→ **PROVIDED DATA**
***

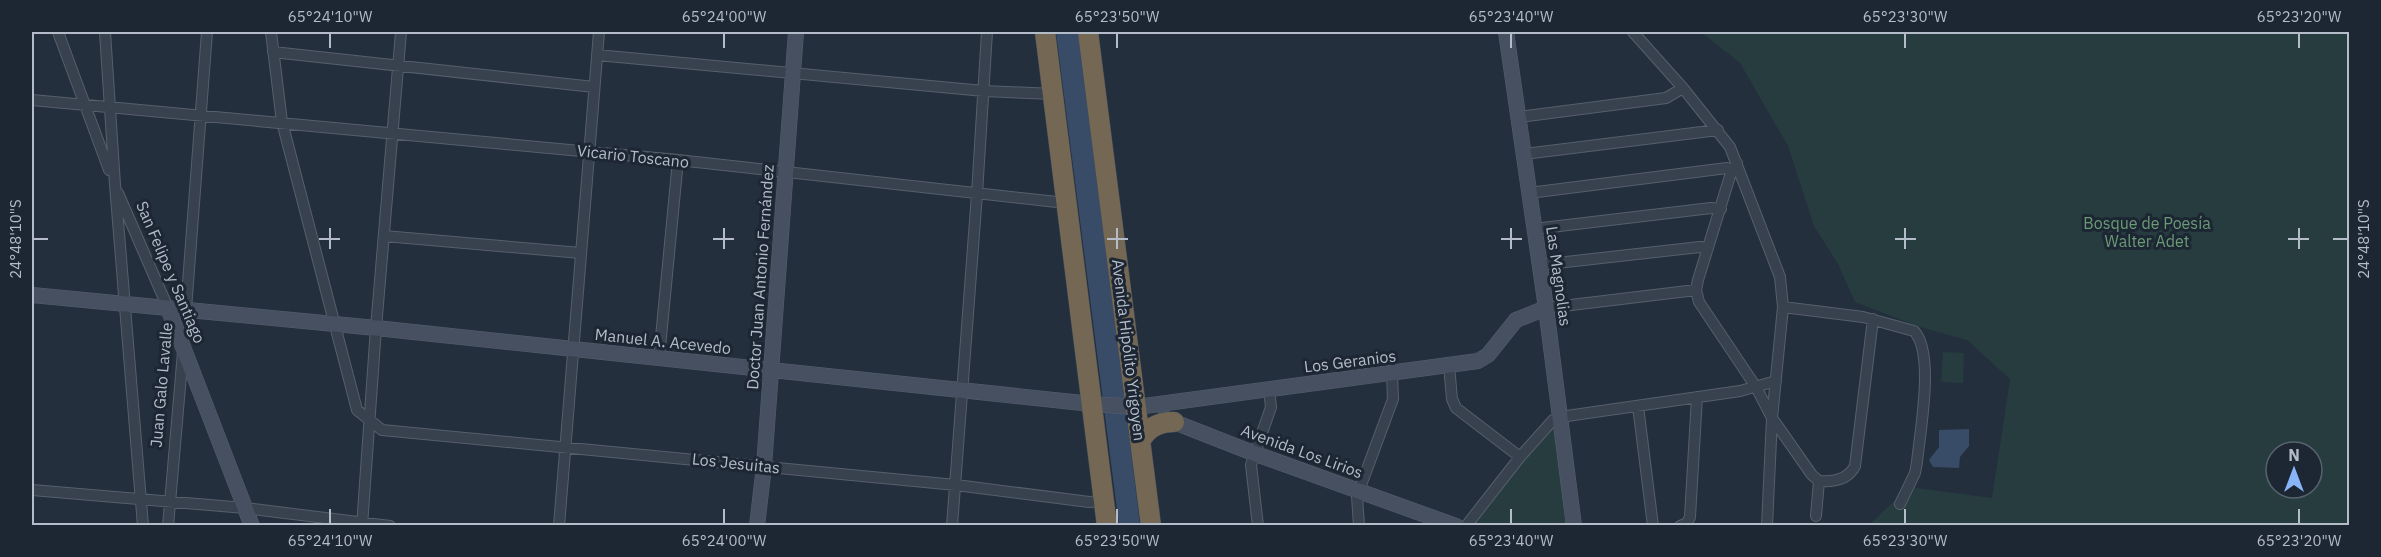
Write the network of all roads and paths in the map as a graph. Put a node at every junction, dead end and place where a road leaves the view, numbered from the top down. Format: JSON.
{"nodes":[{"id":1,"x":58,"y":32,"type":"edge"},
{"id":2,"x":105,"y":32,"type":"edge"},
{"id":3,"x":207,"y":32,"type":"edge"},
{"id":4,"x":271,"y":32,"type":"edge"},
{"id":5,"x":401,"y":32,"type":"edge"},
{"id":6,"x":599,"y":32,"type":"edge"},
{"id":7,"x":796,"y":32,"type":"edge"},
{"id":8,"x":987,"y":32,"type":"edge"},
{"id":9,"x":1045,"y":32,"type":"edge"},
{"id":10,"x":1088,"y":32,"type":"edge"},
{"id":11,"x":1506,"y":32,"type":"edge"},
{"id":12,"x":1633,"y":32,"type":"edge"},
{"id":13,"x":273,"y":52,"type":"junction"},
{"id":14,"x":597,"y":55,"type":"junction"},
{"id":15,"x":399,"y":66,"type":"junction"},
{"id":16,"x":793,"y":74,"type":"junction"},
{"id":17,"x":594,"y":87,"type":"junction"},
{"id":18,"x":1683,"y":88,"type":"junction"},
{"id":19,"x":984,"y":91,"type":"junction"},
{"id":20,"x":1054,"y":94,"type":"junction"},
{"id":21,"x":32,"y":100,"type":"edge"},
{"id":22,"x":87,"y":106,"type":"junction"},
{"id":23,"x":110,"y":108,"type":"junction"},
{"id":24,"x":200,"y":115,"type":"junction"},
{"id":25,"x":1519,"y":117,"type":"junction"},
{"id":26,"x":282,"y":122,"type":"junction"},
{"id":27,"x":1718,"y":130,"type":"junction"},
{"id":28,"x":393,"y":133,"type":"junction"},
{"id":29,"x":588,"y":152,"type":"junction"},
{"id":30,"x":1524,"y":154,"type":"junction"},
{"id":31,"x":678,"y":160,"type":"junction"},
{"id":32,"x":1734,"y":166,"type":"junction"},
{"id":33,"x":786,"y":172,"type":"junction"},
{"id":34,"x":115,"y":185,"type":"junction"},
{"id":35,"x":1529,"y":193,"type":"junction"},
{"id":36,"x":977,"y":194,"type":"junction"},
{"id":37,"x":1066,"y":203,"type":"junction"},
{"id":38,"x":1721,"y":209,"type":"junction"},
{"id":39,"x":1534,"y":229,"type":"junction"},
{"id":40,"x":384,"y":237,"type":"junction"},
{"id":41,"x":1708,"y":248,"type":"junction"},
{"id":42,"x":581,"y":253,"type":"junction"},
{"id":43,"x":1540,"y":272,"type":"junction"},
{"id":44,"x":1696,"y":290,"type":"junction"},
{"id":45,"x":32,"y":295,"type":"edge"},
{"id":46,"x":124,"y":303,"type":"junction"},
{"id":47,"x":1783,"y":307,"type":"junction"},
{"id":48,"x":168,"y":308,"type":"junction"},
{"id":49,"x":1546,"y":308,"type":"junction"},
{"id":50,"x":186,"y":309,"type":"junction"},
{"id":51,"x":1516,"y":320,"type":"junction"},
{"id":52,"x":1873,"y":320,"type":"junction"},
{"id":53,"x":336,"y":324,"type":"junction"},
{"id":54,"x":376,"y":328,"type":"junction"},
{"id":55,"x":183,"y":348,"type":"junction"},
{"id":56,"x":574,"y":350,"type":"junction"},
{"id":57,"x":659,"y":358,"type":"junction"},
{"id":58,"x":1449,"y":365,"type":"junction"},
{"id":59,"x":770,"y":370,"type":"junction"},
{"id":60,"x":1392,"y":374,"type":"junction"},
{"id":61,"x":1776,"y":381,"type":"junction"},
{"id":62,"x":1756,"y":387,"type":"junction"},
{"id":63,"x":1269,"y":389,"type":"junction"},
{"id":64,"x":963,"y":391,"type":"junction"},
{"id":65,"x":1697,"y":397,"type":"junction"},
{"id":66,"x":1092,"y":404,"type":"junction"},
{"id":67,"x":1137,"y":406,"type":"junction"},
{"id":68,"x":1638,"y":406,"type":"junction"},
{"id":69,"x":1560,"y":417,"type":"junction"},
{"id":70,"x":1773,"y":418,"type":"junction"},
{"id":71,"x":370,"y":421,"type":"junction"},
{"id":72,"x":1174,"y":422,"type":"junction"},
{"id":73,"x":1141,"y":440,"type":"junction"},
{"id":74,"x":1791,"y":445,"type":"junction"},
{"id":75,"x":566,"y":446,"type":"junction"},
{"id":76,"x":1770,"y":451,"type":"junction"},
{"id":77,"x":1253,"y":453,"type":"junction"},
{"id":78,"x":1520,"y":457,"type":"junction"},
{"id":79,"x":764,"y":466,"type":"junction"},
{"id":80,"x":1819,"y":480,"type":"junction"},
{"id":81,"x":956,"y":485,"type":"junction"},
{"id":82,"x":32,"y":490,"type":"edge"},
{"id":83,"x":1359,"y":490,"type":"junction"},
{"id":84,"x":141,"y":499,"type":"junction"},
{"id":85,"x":1104,"y":501,"type":"junction"},
{"id":86,"x":169,"y":502,"type":"junction"},
{"id":87,"x":1900,"y":504,"type":"dead end"},
{"id":88,"x":245,"y":508,"type":"junction"},
{"id":89,"x":1816,"y":516,"type":"dead end"},
{"id":90,"x":363,"y":524,"type":"edge"},
{"id":91,"x":143,"y":525,"type":"edge"},
{"id":92,"x":168,"y":525,"type":"edge"},
{"id":93,"x":252,"y":525,"type":"edge"},
{"id":94,"x":390,"y":525,"type":"edge"},
{"id":95,"x":559,"y":525,"type":"edge"},
{"id":96,"x":757,"y":525,"type":"edge"},
{"id":97,"x":952,"y":525,"type":"edge"},
{"id":98,"x":1107,"y":525,"type":"edge"},
{"id":99,"x":1151,"y":525,"type":"edge"},
{"id":100,"x":1258,"y":525,"type":"edge"},
{"id":101,"x":1359,"y":525,"type":"edge"},
{"id":102,"x":1456,"y":525,"type":"edge"},
{"id":103,"x":1466,"y":525,"type":"edge"},
{"id":104,"x":1574,"y":525,"type":"edge"},
{"id":105,"x":1653,"y":525,"type":"edge"},
{"id":106,"x":1680,"y":525,"type":"edge"},
{"id":107,"x":1767,"y":525,"type":"edge"}],
"edges":[{"from":1,"to":22,"type":"street","name":"San Felipe y Santiago"},
{"from":2,"to":23,"type":"street"},
{"from":3,"to":24,"type":"street","name":"Juan Galo Lavalle"},
{"from":4,"to":13,"type":"street"},
{"from":5,"to":15,"type":"street"},
{"from":6,"to":14,"type":"street"},
{"from":7,"to":16,"type":"street","name":"Doctor Juan Antonio Fernández"},
{"from":8,"to":19,"type":"street"},
{"from":9,"to":20,"type":"highway"},
{"from":10,"to":67,"type":"highway","name":"Avenida Hipólito Yrigoyen"},
{"from":11,"to":25,"type":"street","name":"Las Magnolias"},
{"from":12,"to":18,"type":"street"},
{"from":13,"to":15,"type":"street"},
{"from":13,"to":26,"type":"street"},
{"from":14,"to":16,"type":"street"},
{"from":14,"to":17,"type":"street"},
{"from":15,"to":17,"type":"street"},
{"from":15,"to":28,"type":"street"},
{"from":16,"to":19,"type":"street"},
{"from":16,"to":33,"type":"street","name":"Doctor Juan Antonio Fernández"},
{"from":17,"to":29,"type":"street"},
{"from":18,"to":25,"type":"street"},
{"from":18,"to":27,"type":"street"},
{"from":19,"to":20,"type":"street"},
{"from":19,"to":36,"type":"street"},
{"from":20,"to":37,"type":"highway"},
{"from":21,"to":22,"type":"street","name":"Vicario Toscano"},
{"from":22,"to":23,"type":"street","name":"Vicario Toscano"},
{"from":22,"to":34,"type":"street","name":"San Felipe y Santiago"},
{"from":23,"to":24,"type":"street","name":"Vicario Toscano"},
{"from":23,"to":34,"type":"street"},
{"from":24,"to":26,"type":"street","name":"Vicario Toscano"},
{"from":24,"to":50,"type":"street","name":"Juan Galo Lavalle"},
{"from":25,"to":30,"type":"street","name":"Las Magnolias"},
{"from":26,"to":28,"type":"street","name":"Vicario Toscano"},
{"from":26,"to":53,"type":"street"},
{"from":27,"to":30,"type":"street"},
{"from":27,"to":32,"type":"street"},
{"from":28,"to":29,"type":"street","name":"Vicario Toscano"},
{"from":28,"to":40,"type":"street"},
{"from":29,"to":31,"type":"street","name":"Vicario Toscano"},
{"from":29,"to":42,"type":"street"},
{"from":30,"to":35,"type":"street","name":"Las Magnolias"},
{"from":31,"to":33,"type":"street","name":"Vicario Toscano"},
{"from":31,"to":57,"type":"street"},
{"from":32,"to":35,"type":"street"},
{"from":32,"to":38,"type":"street"},
{"from":32,"to":47,"type":"street"},
{"from":33,"to":36,"type":"street","name":"Vicario Toscano"},
{"from":33,"to":59,"type":"street","name":"Doctor Juan Antonio Fernández"},
{"from":34,"to":46,"type":"street"},
{"from":34,"to":48,"type":"street","name":"San Felipe y Santiago"},
{"from":35,"to":39,"type":"street","name":"Las Magnolias"},
{"from":36,"to":37,"type":"street","name":"Vicario Toscano"},
{"from":36,"to":64,"type":"street"},
{"from":37,"to":66,"type":"highway"},
{"from":38,"to":39,"type":"street"},
{"from":38,"to":41,"type":"street"},
{"from":39,"to":43,"type":"street","name":"Las Magnolias"},
{"from":40,"to":42,"type":"street"},
{"from":40,"to":54,"type":"street"},
{"from":41,"to":43,"type":"street"},
{"from":41,"to":44,"type":"street"},
{"from":42,"to":56,"type":"street"},
{"from":43,"to":49,"type":"street","name":"Las Magnolias"},
{"from":43,"to":51,"type":"street"},
{"from":44,"to":49,"type":"street"},
{"from":44,"to":62,"type":"street"},
{"from":45,"to":46,"type":"street","name":"Manuel A. Acevedo"},
{"from":46,"to":48,"type":"street","name":"Manuel A. Acevedo"},
{"from":46,"to":84,"type":"street"},
{"from":47,"to":52,"type":"street"},
{"from":47,"to":61,"type":"street"},
{"from":48,"to":50,"type":"street","name":"Manuel A. Acevedo"},
{"from":48,"to":55,"type":"street","name":"San Felipe y Santiago"},
{"from":49,"to":51,"type":"street","name":"Los Geranios"},
{"from":49,"to":69,"type":"street","name":"Las Magnolias"},
{"from":50,"to":53,"type":"street","name":"Manuel A. Acevedo"},
{"from":50,"to":55,"type":"street","name":"Juan Galo Lavalle"},
{"from":51,"to":58,"type":"street","name":"Los Geranios"},
{"from":52,"to":80,"type":"street"},
{"from":52,"to":87,"type":"street"},
{"from":53,"to":54,"type":"street","name":"Manuel A. Acevedo"},
{"from":53,"to":71,"type":"street"},
{"from":54,"to":56,"type":"street","name":"Manuel A. Acevedo"},
{"from":54,"to":71,"type":"street"},
{"from":55,"to":86,"type":"street","name":"Juan Galo Lavalle"},
{"from":55,"to":88,"type":"street","name":"San Felipe y Santiago"},
{"from":56,"to":57,"type":"street","name":"Manuel A. Acevedo"},
{"from":56,"to":75,"type":"street"},
{"from":57,"to":59,"type":"street","name":"Manuel A. Acevedo"},
{"from":58,"to":60,"type":"street","name":"Los Geranios"},
{"from":58,"to":78,"type":"street"},
{"from":59,"to":64,"type":"street","name":"Manuel A. Acevedo"},
{"from":59,"to":79,"type":"street","name":"Doctor Juan Antonio Fernández"},
{"from":60,"to":63,"type":"street","name":"Los Geranios"},
{"from":60,"to":83,"type":"street"},
{"from":61,"to":62,"type":"street"},
{"from":61,"to":70,"type":"street"},
{"from":62,"to":65,"type":"street"},
{"from":62,"to":70,"type":"street"},
{"from":63,"to":67,"type":"street","name":"Los Geranios"},
{"from":63,"to":77,"type":"street"},
{"from":64,"to":66,"type":"street","name":"Manuel A. Acevedo"},
{"from":64,"to":81,"type":"street"},
{"from":65,"to":68,"type":"street"},
{"from":65,"to":106,"type":"street"},
{"from":66,"to":67,"type":"street","name":"Manuel A. Acevedo"},
{"from":66,"to":85,"type":"highway"},
{"from":67,"to":72,"type":"street","name":"Avenida Los Lirios"},
{"from":67,"to":73,"type":"highway","name":"Avenida Hipólito Yrigoyen"},
{"from":68,"to":69,"type":"street"},
{"from":68,"to":105,"type":"street"},
{"from":69,"to":78,"type":"street"},
{"from":69,"to":104,"type":"street","name":"Las Magnolias"},
{"from":70,"to":74,"type":"street"},
{"from":70,"to":76,"type":"street"},
{"from":71,"to":75,"type":"street","name":"Los Jesuitas"},
{"from":71,"to":90,"type":"street"},
{"from":72,"to":73,"type":"highway"},
{"from":72,"to":77,"type":"street","name":"Avenida Los Lirios"},
{"from":73,"to":99,"type":"highway","name":"Avenida Hipólito Yrigoyen"},
{"from":74,"to":76,"type":"street"},
{"from":74,"to":80,"type":"street"},
{"from":75,"to":79,"type":"street","name":"Los Jesuitas"},
{"from":75,"to":95,"type":"street"},
{"from":76,"to":107,"type":"street"},
{"from":77,"to":83,"type":"street","name":"Avenida Los Lirios"},
{"from":77,"to":100,"type":"street"},
{"from":78,"to":103,"type":"street"},
{"from":79,"to":81,"type":"street","name":"Los Jesuitas"},
{"from":79,"to":96,"type":"street","name":"Doctor Juan Antonio Fernández"},
{"from":80,"to":89,"type":"street"},
{"from":81,"to":85,"type":"street","name":"Los Jesuitas"},
{"from":81,"to":97,"type":"street"},
{"from":82,"to":84,"type":"street"},
{"from":83,"to":101,"type":"street"},
{"from":83,"to":102,"type":"street","name":"Avenida Los Lirios"},
{"from":84,"to":86,"type":"street"},
{"from":84,"to":91,"type":"street"},
{"from":85,"to":98,"type":"highway"},
{"from":86,"to":88,"type":"street"},
{"from":86,"to":92,"type":"street","name":"Juan Galo Lavalle"},
{"from":88,"to":90,"type":"street"},
{"from":88,"to":93,"type":"street","name":"San Felipe y Santiago"},
{"from":90,"to":94,"type":"street"}]}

***

Each line carrying the string "Juan" should be copied out from the entries.

{"from":3,"to":24,"type":"street","name":"Juan Galo Lavalle"},
{"from":7,"to":16,"type":"street","name":"Doctor Juan Antonio Fernández"},
{"from":16,"to":33,"type":"street","name":"Doctor Juan Antonio Fernández"},
{"from":24,"to":50,"type":"street","name":"Juan Galo Lavalle"},
{"from":33,"to":59,"type":"street","name":"Doctor Juan Antonio Fernández"},
{"from":50,"to":55,"type":"street","name":"Juan Galo Lavalle"},
{"from":55,"to":86,"type":"street","name":"Juan Galo Lavalle"},
{"from":59,"to":79,"type":"street","name":"Doctor Juan Antonio Fernández"},
{"from":79,"to":96,"type":"street","name":"Doctor Juan Antonio Fernández"},
{"from":86,"to":92,"type":"street","name":"Juan Galo Lavalle"},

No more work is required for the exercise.